De wet regelt nu dat publieke scholen ervoor dienen te zorgen dat de functies van bestuur en intern toezicht in functionele of organieke zin zijn gescheiden. De toezichthouders dienen daarbij onafhankelijk te zijn van het bestuur, zodat deze onafhankelijk informatie kunnen verzamelen, een oordeel daarover kunnen vormen en op basis daarvan kunnen interveniëren.

Functiescheiding verankeren

Omdat de wet spreekt van een organieke of functionele scheiding, is de school vrij in de wijze waarop deze de scheiding tussen bestuur en intern toezicht vormgeeft. Bij organieke scheiding moet men denken aan het creëren van meerdere organen. In de praktijk komt vaak voor dat er een toezichthoudend orgaan wordt ingesteld naast het bestuur, bijvoorbeeld een raad van toezicht. Deze is dan belast met het toezicht op het bestuur. Bij een functionele scheiding bestaan er binnen het bestuur, bestuurders met de besturende taken en bestuurders met toezichthoudende taken. Bijvoorbeeld een dagelijks bestuur en een algemeen bestuur, of een algemeen bestuur met een directeur-bestuurder. Hier zijn derhalve verschillende bestuursmodellen denkbaar.

Wijzigingen in statuten

De nieuwe wetsartikelen die de scheiding van het bestuur en toezicht voorschrijven, brengen met zich mee dat de statuten van de school (vaak een stichting) aangepast dienen te worden op bepaalde punten zoals hierna omschreven.

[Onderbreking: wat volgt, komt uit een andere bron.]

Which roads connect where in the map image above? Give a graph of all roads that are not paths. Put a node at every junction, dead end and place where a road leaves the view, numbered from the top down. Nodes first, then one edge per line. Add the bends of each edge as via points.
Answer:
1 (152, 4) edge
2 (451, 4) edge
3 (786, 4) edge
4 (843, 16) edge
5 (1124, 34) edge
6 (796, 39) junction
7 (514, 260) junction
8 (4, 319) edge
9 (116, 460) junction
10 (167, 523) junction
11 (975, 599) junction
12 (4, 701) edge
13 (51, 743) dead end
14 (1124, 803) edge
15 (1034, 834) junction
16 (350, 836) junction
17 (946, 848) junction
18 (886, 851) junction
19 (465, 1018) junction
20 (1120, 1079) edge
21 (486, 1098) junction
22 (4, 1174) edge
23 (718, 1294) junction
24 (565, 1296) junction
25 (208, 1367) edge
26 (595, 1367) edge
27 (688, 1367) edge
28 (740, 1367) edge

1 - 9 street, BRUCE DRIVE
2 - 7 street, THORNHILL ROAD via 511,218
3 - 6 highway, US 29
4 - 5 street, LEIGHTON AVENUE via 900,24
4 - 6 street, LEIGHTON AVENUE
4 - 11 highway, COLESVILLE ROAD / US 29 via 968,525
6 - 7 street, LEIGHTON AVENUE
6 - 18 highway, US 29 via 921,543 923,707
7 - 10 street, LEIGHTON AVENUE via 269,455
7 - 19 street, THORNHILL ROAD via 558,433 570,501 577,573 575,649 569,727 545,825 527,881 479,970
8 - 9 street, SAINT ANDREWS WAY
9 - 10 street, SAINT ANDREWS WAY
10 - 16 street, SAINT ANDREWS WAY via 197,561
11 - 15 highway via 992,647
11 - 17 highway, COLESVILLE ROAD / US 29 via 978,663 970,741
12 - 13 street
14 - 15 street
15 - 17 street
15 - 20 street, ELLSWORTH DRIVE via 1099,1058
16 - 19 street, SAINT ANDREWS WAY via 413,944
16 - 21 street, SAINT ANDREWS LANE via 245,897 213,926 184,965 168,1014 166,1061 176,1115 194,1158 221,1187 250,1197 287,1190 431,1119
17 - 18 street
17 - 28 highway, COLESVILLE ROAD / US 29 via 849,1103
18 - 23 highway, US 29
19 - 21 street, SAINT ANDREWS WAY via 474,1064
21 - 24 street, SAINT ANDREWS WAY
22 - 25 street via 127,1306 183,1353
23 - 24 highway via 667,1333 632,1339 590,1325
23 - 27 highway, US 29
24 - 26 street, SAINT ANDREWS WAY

Indien een school ervoor kiest om een toezichthoudend orgaan te creëren (raad van toezicht), dan

zal dat in de statuten vastgelegd moeten worden. Indien er een raad van toezicht wordt ingesteld, heeft dit tevens gevolgen voor de medezeggenschapsraden. De medezeggenschapsraad van de school krijgt de bevoegdheid om op basis van vooraf openbaar gemaakte profielen, een bindende voordracht te doen voor een lid van de raad van toezicht.   

Daarnaast is binnen het openbaar onderwijs de gemeenteraad bevoegd om de raad van toezicht te benoemen. De gemeenteraad oefent dan middels de benoemde raad van toezicht het toezicht op de school uit. Indien er een raad van toezicht is ingesteld, is deze tevens belast met het benoeming en ontslag van het bestuur van de school.

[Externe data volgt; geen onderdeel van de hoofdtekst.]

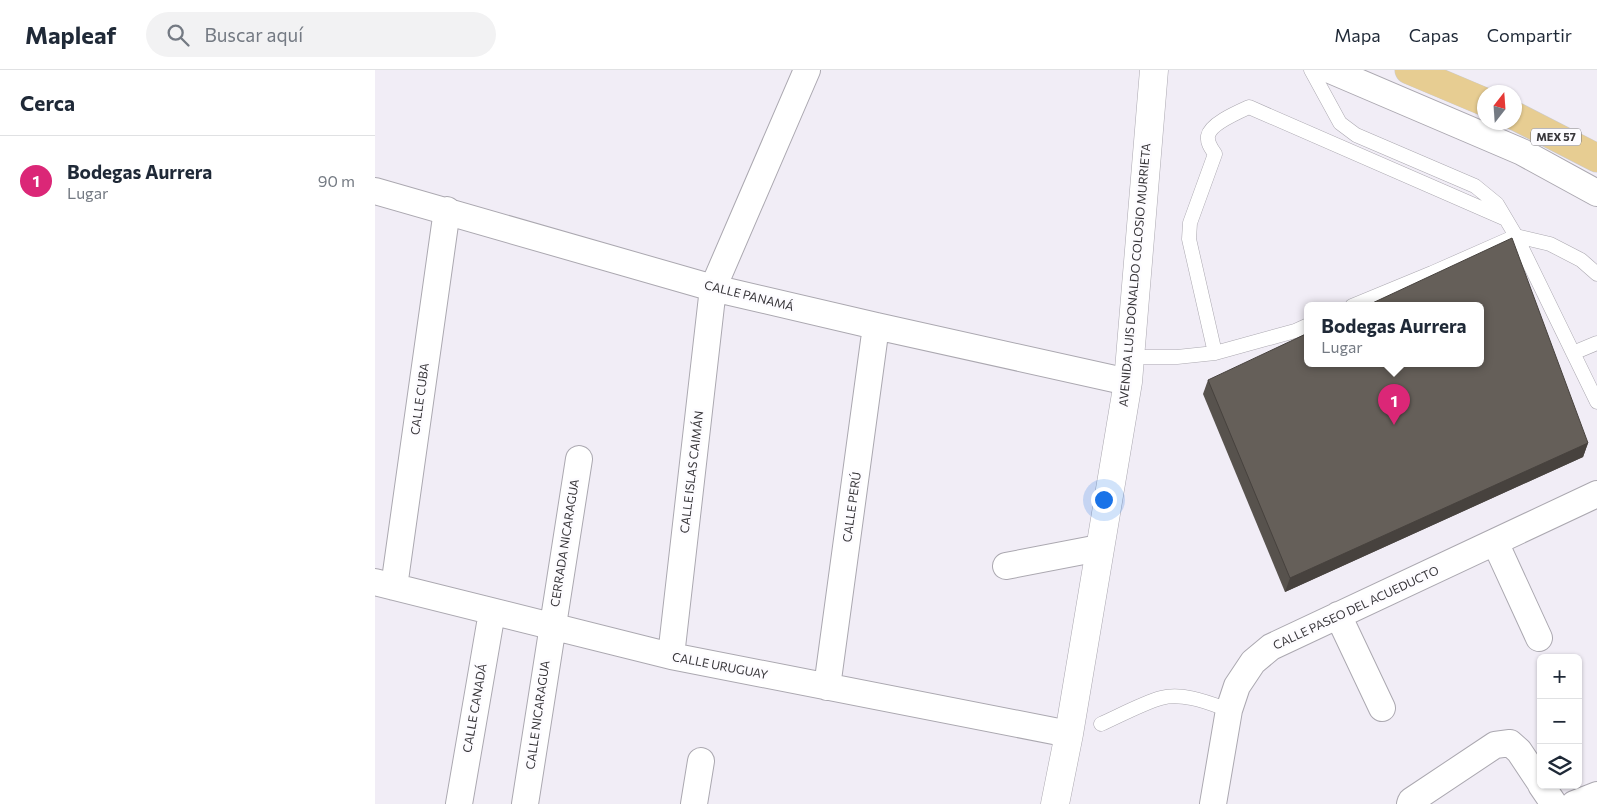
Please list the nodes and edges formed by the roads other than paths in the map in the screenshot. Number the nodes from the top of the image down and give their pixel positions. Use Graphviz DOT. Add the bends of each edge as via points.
graph roads {
  1 [pos="807,70"];
  2 [pos="1154,70"];
  3 [pos="1311,70"];
  4 [pos="1330,70"];
  5 [pos="1409,70"];
  6 [pos="1477,99"];
  7 [pos="1522,120"];
  8 [pos="1597,158"];
  9 [pos="375,191"];
  10 [pos="1597,193"];
  11 [pos="447,210"];
  12 [pos="1506,219"];
  13 [pos="1516,236"];
  14 [pos="1597,274"];
  15 [pos="713,288"];
  16 [pos="1362,302"];
  17 [pos="876,326"];
  18 [pos="1304,327"];
  19 [pos="1597,343"];
  20 [pos="1215,353"];
  21 [pos="1573,353"];
  22 [pos="1129,369"];
  23 [pos="1597,402"];
  24 [pos="579,459"];
  25 [pos="1597,494"];
  26 [pos="1495,542"];
  27 [pos="1099,548"];
  28 [pos="1006,566"];
  29 [pos="384,585"];
  30 [pos="492,612"];
  31 [pos="1338,615"];
  32 [pos="551,626"];
  33 [pos="1539,638"];
  34 [pos="671,656"];
  35 [pos="827,687"];
  36 [pos="1382,708"];
  37 [pos="1229,710"];
  38 [pos="1101,724"];
  39 [pos="1069,734"];
  40 [pos="701,761"];
  41 [pos="1537,779"];
  42 [pos="1544,789"];
  43 [pos="1597,795"];
  44 [pos="1410,803"];
  45 [pos="459,804"];
  46 [pos="525,804"];
  47 [pos="694,804"];
  48 [pos="1055,804"];
  49 [pos="1213,804"];
  50 [pos="1443,804"];
  51 [pos="1554,804"];
  52 [pos="1574,804"];
  1 -- 15 [label="street, CALLE ISLAS CAIMÁN"];
  2 -- 22 [label="street, AVENIDA LUIS DONALDO COLOSIO MURRIETA"];
  3 -- 12 [label="lane" via="1341,123 1356,135 1475,186 1497,204"];
  4 -- 10 [label="street" via="1521,152"];
  5 -- 6 [label="main road"];
  7 -- 8 [label="main road, MEX 57"];
  9 -- 11 [label="street, CALLE PANAMÁ"];
  11 -- 15 [label="street, CALLE PANAMÁ"];
  11 -- 29 [label="street, CALLE CUBA"];
  12 -- 13 [label="lane"];
  12 -- 20 [label="lane" via="1249,107 1213,126 1208,134 1208,142 1215,154 1190,223 1189,239"];
  13 -- 14 [label="lane" via="1550,244 1581,260"];
  13 -- 16 [label="lane"];
  13 -- 21 [label="lane"];
  15 -- 17 [label="street, CALLE PANAMÁ"];
  15 -- 34 [label="street, CALLE ISLAS CAIMÁN"];
  17 -- 22 [label="street, CALLE PANAMÁ"];
  17 -- 35 [label="street, CALLE PERÚ"];
  18 -- 20 [label="lane"];
  19 -- 21 [label="lane"];
  20 -- 22 [label="lane" via="1177,357"];
  21 -- 23 [label="lane"];
  22 -- 27 [label="street, AVENIDA LUIS DONALDO COLOSIO MURRIETA"];
  24 -- 32 [label="street, CERRADA NICARAGUA"];
  25 -- 26 [label="street, CALLE PASEO DEL ACUEDUCTO"];
  26 -- 31 [label="street, CALLE PASEO DEL ACUEDUCTO"];
  26 -- 33 [label="street"];
  27 -- 28 [label="street"];
  27 -- 39 [label="street, AVENIDA LUIS DONALDO COLOSIO MURRIETA"];
  29 -- 30 [label="street, CALLE URUGUAY"];
  30 -- 32 [label="street, CALLE URUGUAY"];
  30 -- 45 [label="street, CALLE CANADÁ"];
  31 -- 36 [label="street"];
  31 -- 37 [label="street, CALLE PASEO DEL ACUEDUCTO" via="1271,647 1253,662 1237,686"];
  32 -- 34 [label="street, CALLE URUGUAY"];
  32 -- 46 [label="street, CALLE NICARAGUA"];
  34 -- 35 [label="street, CALLE URUGUAY"];
  35 -- 39 [label="street, CALLE URUGUAY"];
  37 -- 38 [label="lane" via="1184,697 1162,698"];
  37 -- 49 [label="street, CALLE PASEO DEL ACUEDUCTO"];
  39 -- 48 [label="street, AVENIDA LUIS DONALDO COLOSIO MURRIETA"];
  40 -- 47 [label="street"];
  41 -- 44 [label="street" via="1510,743 1495,745"];
  42 -- 51 [label="street"];
  43 -- 52 [label="street"];
  44 -- 50 [label="street"];
}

De gewijzigde wet schrijft tevens voor met welke taken de toezichthouders belast zijn. Dit zijn onder andere de goedkeuring van de begroting, het jaarverslag en het meerjarenplan, de benoeming van de accountant, toezien op de naleving van diverse regels en gedragscodes door het bestuur en het afleggen van verantwoording en de uitoefening van het toezicht in het jaarverslag. Ook deze bevoegdheden zullen moeten worden vastgelegd in de statuten.

Inwerkingtreding

Schoolbesturen dienen uiterlijk 1 augustus 2011 aan de functiescheiding te voldoen en zullen dus uiterlijk op die datum hun statuten aan de gewijzigde wet moeten hebben aangepast.